Morality : from the great, austere, and sometimes implacable honesty of the Bolshevism of the past, we gradually arrive at nameless forbidding.
Everything has changed.
The lie of the so-called construction of socialism in one country did not come from Lenin or Trotsky.
Barta wrote :
"In the thinking of Lenin and Trotsky, the principal organizers of the new International, it was impossible to carry out this revolutionary action of the masses without having an international program that corresponded to the character of the imperialist epoch, that is, the epoch in which finance capital directed the world economy and politics. To this international program, on the other hand, necessarily corresponds an international organization of the different political parties of the proletariat, a sort of international General Staff of the masses in struggle on the whole world terrain.
In the imperialist epoch, infinitely more than in the epoch of industrial capitalism of the 19th century, no proletarian party can establish its program based solely or primarily on the conditions and tendencies of development in its own country. On the contrary, "the direction in which the proletariat is moving from the national point of view must be deduced and can only be deduced from the direction taken in the international sphere and not vice versa" (Trotsky). This, moreover, is the fundamental difference that separates communist internationalism from all other tendencies in the workers’ movement.
And yet, faced with the isolation of the Russian Revolution, following the successive defeats of the world proletariat between 1917 and 1923, faced with the fatigue of the Russian workers and the ephemeral stabilization of capitalism, the Stalinist leadership of the Third International substituted after the death of Lenin, towards the end of 1924, for its program, which until then had been entirely based on the international revolution, a "consoling" theory, that of "socialism in one country." But in fact this was a new political orientation, the roots of which must be sought in a social-patriotic conception of the role of the USSR in the world revolution. In 1924, when Stalin first launched this formula, which has since become the basis of his entire domestic and foreign policy, objective conditions did not yet allow the great mass of revolutionary militants in the world to appreciate all the inevitable consequences of such an orientation.

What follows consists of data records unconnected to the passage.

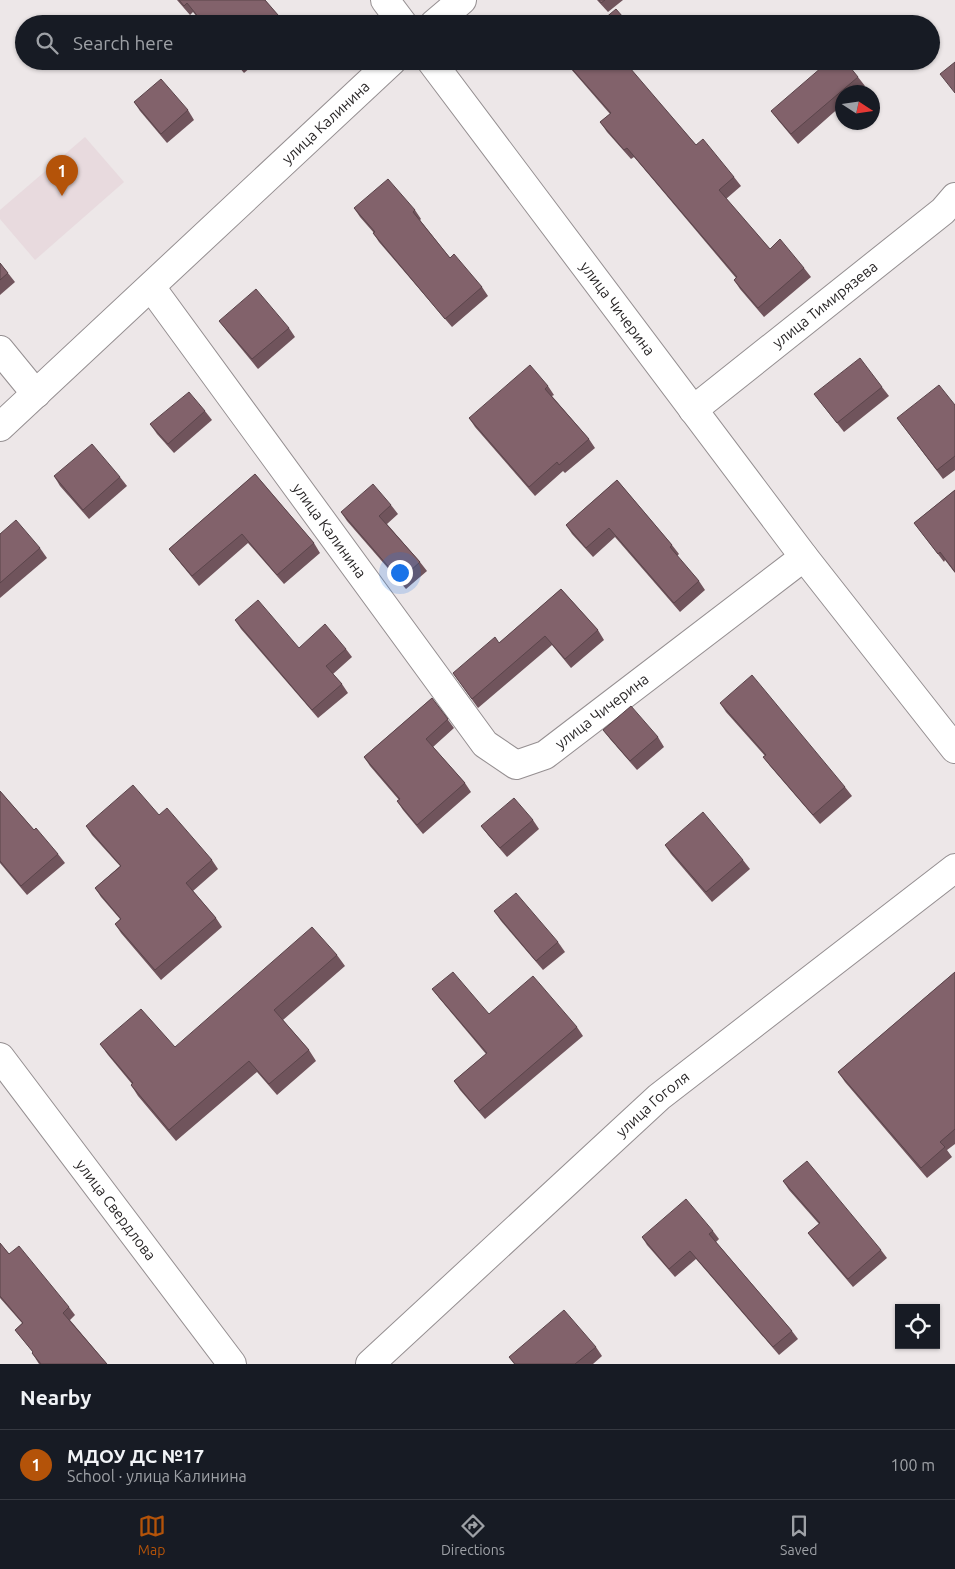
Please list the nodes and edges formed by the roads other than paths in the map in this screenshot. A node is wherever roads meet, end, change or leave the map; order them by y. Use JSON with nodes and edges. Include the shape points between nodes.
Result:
{"nodes":[{"id":1,"x":385,"y":0,"type":"edge"},
{"id":2,"x":462,"y":0,"type":"edge"},
{"id":3,"x":396,"y":15,"type":"edge"},
{"id":4,"x":444,"y":15,"type":"edge"},
{"id":5,"x":382,"y":70,"type":"edge"},
{"id":6,"x":438,"y":70,"type":"edge"},
{"id":7,"x":955,"y":197,"type":"edge"},
{"id":8,"x":151,"y":287,"type":"junction"},
{"id":9,"x":0,"y":350,"type":"edge"},
{"id":10,"x":36,"y":394,"type":"junction"},
{"id":11,"x":693,"y":410,"type":"junction"},
{"id":12,"x":0,"y":427,"type":"edge"},
{"id":13,"x":804,"y":557,"type":"junction"},
{"id":14,"x":955,"y":749,"type":"edge"},
{"id":15,"x":516,"y":765,"type":"joint"},
{"id":16,"x":955,"y":868,"type":"edge"},
{"id":17,"x":0,"y":1057,"type":"edge"},
{"id":18,"x":232,"y":1364,"type":"edge"},
{"id":19,"x":370,"y":1364,"type":"edge"}],
"edges":[{"from":1,"to":3,"type":"street"},
{"from":2,"to":4,"type":"street"},
{"from":5,"to":8,"type":"street","name":"улица Калинина"},
{"from":6,"to":11,"type":"street","name":"улица Чичерина"},
{"from":7,"to":11,"type":"street","name":"улица Тимирязева","via":[[943,211]]},
{"from":8,"to":10,"type":"street","name":"улица Калинина"},
{"from":8,"to":15,"type":"street","name":"улица Калинина","via":[[485,744]]},
{"from":9,"to":10,"type":"street"},
{"from":10,"to":12,"type":"street","name":"улица Калинина"},
{"from":11,"to":13,"type":"street","name":"улица Чичерина"},
{"from":13,"to":14,"type":"street","name":"улица Чичерина"},
{"from":13,"to":15,"type":"street","name":"улица Чичерина","via":[[545,756]]},
{"from":16,"to":19,"type":"street","name":"улица Гоголя","via":[[659,1097]]},
{"from":17,"to":18,"type":"street","name":"улица Свердлова"}]}
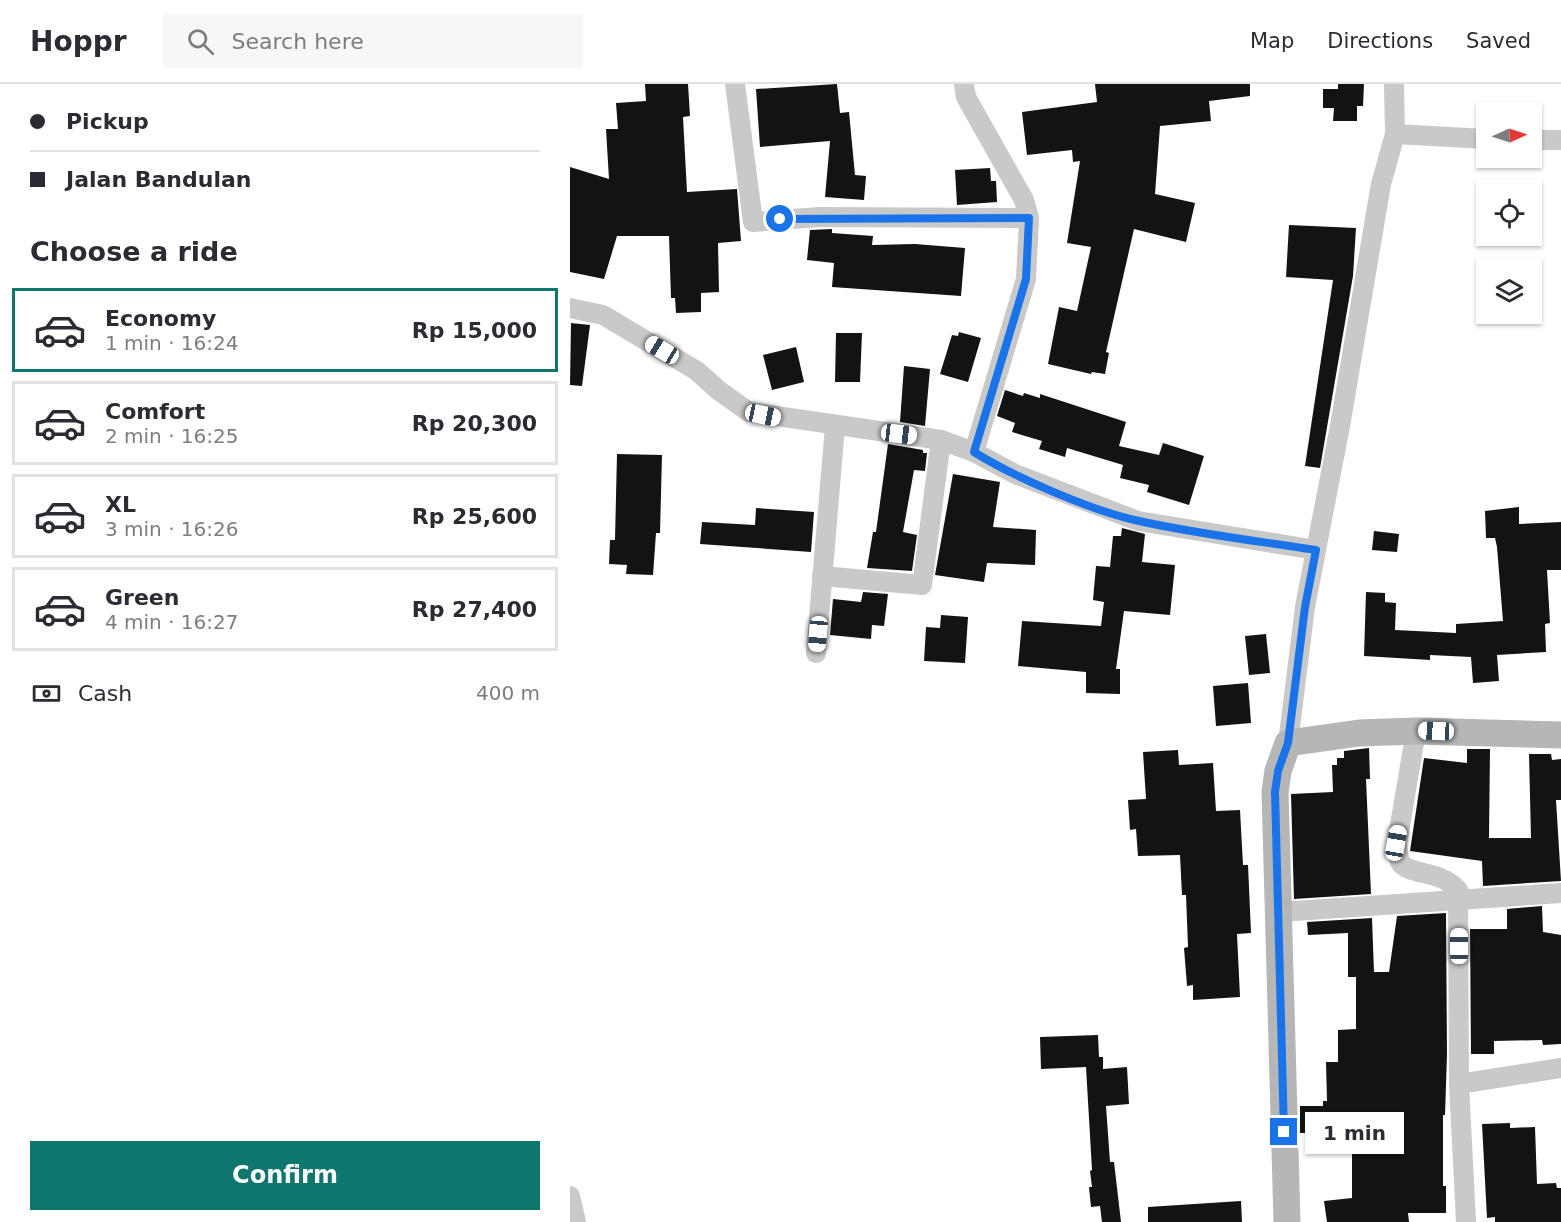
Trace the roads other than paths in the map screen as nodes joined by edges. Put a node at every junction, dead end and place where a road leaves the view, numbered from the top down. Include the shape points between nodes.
1 (735, 84) edge
2 (964, 84) edge
3 (1394, 84) edge
4 (1395, 134) junction
5 (1476, 139) edge
6 (1542, 140) edge
7 (1561, 140) edge
8 (1029, 218) junction
9 (570, 308) edge
10 (835, 426) junction
11 (941, 440) junction
12 (974, 452) junction
13 (1316, 550) junction
14 (822, 576) junction
15 (816, 653) dead end
16 (1416, 731) junction
17 (1561, 735) edge
18 (1288, 743) junction
19 (1561, 893) edge
20 (1458, 900) junction
21 (1279, 912) junction
22 (1561, 1068) edge
23 (1459, 1084) junction
24 (570, 1196) edge
25 (576, 1222) edge
26 (1287, 1222) edge
27 (1466, 1222) edge

1 - 8 street via 753,222 819,217
2 - 8 street via 966,97 1024,200
3 - 4 street
4 - 5 street
4 - 13 street via 1381,184
6 - 7 street
8 - 12 street via 1026,279
9 - 10 street via 603,315 697,370 749,412
10 - 11 street
10 - 14 street
11 - 12 street
11 - 14 street via 922,585
12 - 13 street via 1026,479 1137,521
13 - 18 street
14 - 15 street
16 - 17 street
16 - 18 street via 1359,733
16 - 20 street via 1396,843 1400,862 1407,870 1451,882 1458,890
18 - 21 street via 1275,792
19 - 20 street
20 - 21 street
20 - 23 street
21 - 26 street
22 - 23 street
23 - 27 street
24 - 25 street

And the opposition raised by Trotsky within the Third International against "socialism in one country" then appeared only as an unjustifiable attempt at split and discord, too "theoretical" to have any appreciable practical result. But Trotsky, who was capable of handling Marxism not as an empirical doctrine of political "manoeuvres" and "plots", but as a science, was perfectly right.
The theory of "socialism in one country" was the negation of all international action and organization of the proletariat. It could necessarily lead only to the liquidation of the international movement. Let us compare, after 25 years, what Trotsky wrote in 1928 on the real significance of the Stalinist theory of "socialism in one country" with the recent dissolution of the Third International, which occurred on May 16, 1943, in the midst of the imperialist war, on the eve of its decisive phase, at a time when millions of workers, peasants, exploited and oppressed people all over the planet still held a supreme hope : deliverance from imperialist barbarism through world revolution.
"Marxism has always taught the workers that even the struggle for wages and the limitation of the working day can only be successful if it is waged as an international struggle. And now, all of a sudden, it turns out that the ideal of socialist society can be realized by the forces of one nation alone. This is a mortal blow to the International. The unshakeable conviction that the fundamental class goal cannot be achieved, much less can the partial goals, by national means or within the framework of one nation, constitutes the marrow of revolutionary internationalism. If the final goal can be arrived at within national boundaries by the efforts of the proletariat of one nation, then the backbone of internationalism is broken. ...The Communist Party of any capitalist country, after having imbued itself with the idea that within its state there are all the "necessary and sufficient" premises for building on its own forces "the integral socialist society", will not differ in any way from revolutionary social democracy, which also did not begin with Noske but which definitely stumbled on this question on August 4, 1914."
LENIN
"One of the greatest and most dangerous errors made by communists (and indeed by revolutionaries in general who have successfully initiated a great revolution) is to imagine that the revolution can be accomplished by the hands of revolutionaries alone. Now, to ensure the success of any serious revolutionary action, it is necessary to understand and know how to practically apply the idea that revolutionaries can play a role only as the vanguard of the truly advanced and viable class. The vanguard fulfills its mission only when it knows how not to detach itself from the masses it leads, when it truly knows how to advance the entire masses. Without an alliance with non-communists in the most diverse fields of activity, there can be no question of any success in the construction of communist society."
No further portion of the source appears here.